The other thing I’ve realized is that, like opera, academia is peopled with people who are very, very good at one thing, and by definition, really sucky at other things. You can’t spend a big chunk of your life getting to be the expert on one thing without sacrificing something else. This is another reason why I need to embrace mediocrity; because I want to be a good teacher, a good mom, and a good researcher/writer. But I can’t do that if I want to be totally fucking amazing at one of them.
Basically, I’m tired of being trashed (I’d rather do research on people trashing each other in a vaguely egalitarian manner — go figure) and I know I’m in for a whole lot more of it before this is over. Some of it I will deserve. Most of it I won’t. This is great for my innately high levels of paranoia.
So, I’ve gained a lot of cynicism, anxiety, and dread. I’ve also gained a great deal of knowledge, I’ve written some kick-ass papers (some of which are hopefully on their way to publication, stay tuned), I’ve met a few truly inspiring people, made some friends, and figured out a research topic that is pretty darn hot.
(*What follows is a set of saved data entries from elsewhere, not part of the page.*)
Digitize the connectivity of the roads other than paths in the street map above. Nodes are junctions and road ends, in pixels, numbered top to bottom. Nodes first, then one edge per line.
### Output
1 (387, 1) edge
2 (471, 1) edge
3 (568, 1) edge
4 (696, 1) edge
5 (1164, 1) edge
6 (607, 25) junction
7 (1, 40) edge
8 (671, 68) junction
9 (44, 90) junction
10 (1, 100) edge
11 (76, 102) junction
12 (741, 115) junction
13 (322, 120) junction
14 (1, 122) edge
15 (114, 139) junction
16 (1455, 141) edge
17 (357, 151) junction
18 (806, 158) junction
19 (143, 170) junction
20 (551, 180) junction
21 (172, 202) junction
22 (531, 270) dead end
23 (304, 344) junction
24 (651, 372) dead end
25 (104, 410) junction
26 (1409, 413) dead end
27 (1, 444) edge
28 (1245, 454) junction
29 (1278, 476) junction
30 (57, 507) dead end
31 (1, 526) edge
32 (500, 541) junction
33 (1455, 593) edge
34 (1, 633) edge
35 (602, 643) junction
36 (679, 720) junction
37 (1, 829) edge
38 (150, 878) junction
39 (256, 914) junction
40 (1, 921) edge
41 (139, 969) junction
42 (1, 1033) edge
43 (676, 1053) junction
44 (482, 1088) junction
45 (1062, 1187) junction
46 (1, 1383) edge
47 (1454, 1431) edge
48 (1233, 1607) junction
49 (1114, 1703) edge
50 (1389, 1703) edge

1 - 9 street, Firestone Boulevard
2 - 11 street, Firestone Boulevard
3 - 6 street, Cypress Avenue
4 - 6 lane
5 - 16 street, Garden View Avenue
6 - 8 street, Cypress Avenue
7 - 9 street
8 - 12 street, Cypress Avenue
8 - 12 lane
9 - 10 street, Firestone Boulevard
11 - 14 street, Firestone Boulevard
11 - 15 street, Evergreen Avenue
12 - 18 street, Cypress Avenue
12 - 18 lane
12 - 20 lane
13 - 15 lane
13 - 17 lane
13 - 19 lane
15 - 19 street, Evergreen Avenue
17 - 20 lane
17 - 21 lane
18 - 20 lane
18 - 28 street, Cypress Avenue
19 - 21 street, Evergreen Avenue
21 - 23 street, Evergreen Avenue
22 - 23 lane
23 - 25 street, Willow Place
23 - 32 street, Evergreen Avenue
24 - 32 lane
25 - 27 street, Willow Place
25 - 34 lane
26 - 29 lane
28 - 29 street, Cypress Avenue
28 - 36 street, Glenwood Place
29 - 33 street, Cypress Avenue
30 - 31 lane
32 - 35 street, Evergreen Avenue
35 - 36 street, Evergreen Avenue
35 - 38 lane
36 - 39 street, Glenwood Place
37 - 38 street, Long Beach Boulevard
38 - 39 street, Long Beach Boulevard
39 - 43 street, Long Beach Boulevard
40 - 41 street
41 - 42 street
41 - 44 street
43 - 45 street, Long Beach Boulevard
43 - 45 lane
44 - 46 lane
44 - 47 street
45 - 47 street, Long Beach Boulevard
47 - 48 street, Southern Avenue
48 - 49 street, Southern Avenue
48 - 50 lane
I’ve changed my major to Human Development, which is great because it means I get to study way more psychology. Win! I’ve become a better, more compassionate and humble teacher. I am much less quick to judge others. I know I’ve been developing in this crucible that is grad school, and I know some of it has been good. I’m just not relishing the uphill marathon that is the next 12-18 months, nor the scramble for work that will start before this part is over.
One day at a time, one step, one breath. I have to keep reminding myself of this. I have to remember to enjoy snuggling with my rapidly growing little girl. To have quiet moments with my husband. To continue to give as much as I can muster to my students, because they’re the reason I’m doing this in the first place. To make time to hang out with my friends. To leave myself room to feel all the big scary feels that go with feeling in over my head, all the time. In a few weeks I’ll have my third masters degree. In a year and some change, I’ll have a PhD. I will look back on this time as transformational. I will forget how freaking stressed out I am right now (probably not). It will be worth it.